PROBLEM: Only one stretch of the data below is wanted: the lines from the one with "wrist: (477, 426)" through the one with "pinky pip: (322, 281)", repeated exactly.

INPUT DATA:
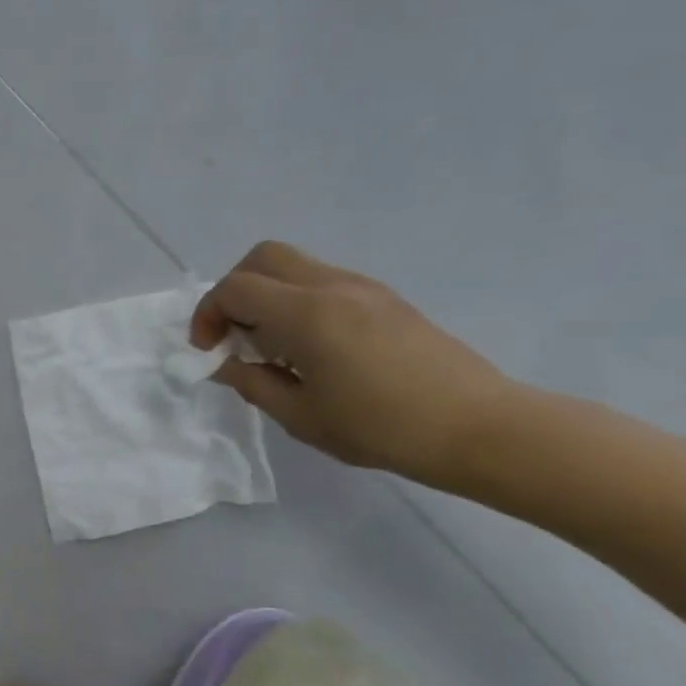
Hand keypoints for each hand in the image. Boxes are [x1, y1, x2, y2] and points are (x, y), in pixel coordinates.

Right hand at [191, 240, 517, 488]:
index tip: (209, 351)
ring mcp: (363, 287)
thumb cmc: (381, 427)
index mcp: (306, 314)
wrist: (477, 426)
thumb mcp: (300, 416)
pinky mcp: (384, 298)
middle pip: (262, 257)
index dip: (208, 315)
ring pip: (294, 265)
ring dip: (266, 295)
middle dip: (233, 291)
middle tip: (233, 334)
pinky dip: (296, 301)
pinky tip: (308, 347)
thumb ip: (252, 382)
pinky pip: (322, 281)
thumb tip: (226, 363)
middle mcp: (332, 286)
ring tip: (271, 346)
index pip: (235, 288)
...
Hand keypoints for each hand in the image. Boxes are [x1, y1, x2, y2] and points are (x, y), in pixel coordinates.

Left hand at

WRITTEN RESPONSE:
wrist: (477, 426)
thumb mcp: (300, 416)
pinky mcp: (384, 298)
middle pip: (262, 257)
index dip: (208, 315)
ring pip: (294, 265)
ring dip: (266, 295)
middle dip: (233, 291)
middle tip: (233, 334)
pinky dip: (296, 301)
pinky tip: (308, 347)
thumb ip: (252, 382)
pinky pip: (322, 281)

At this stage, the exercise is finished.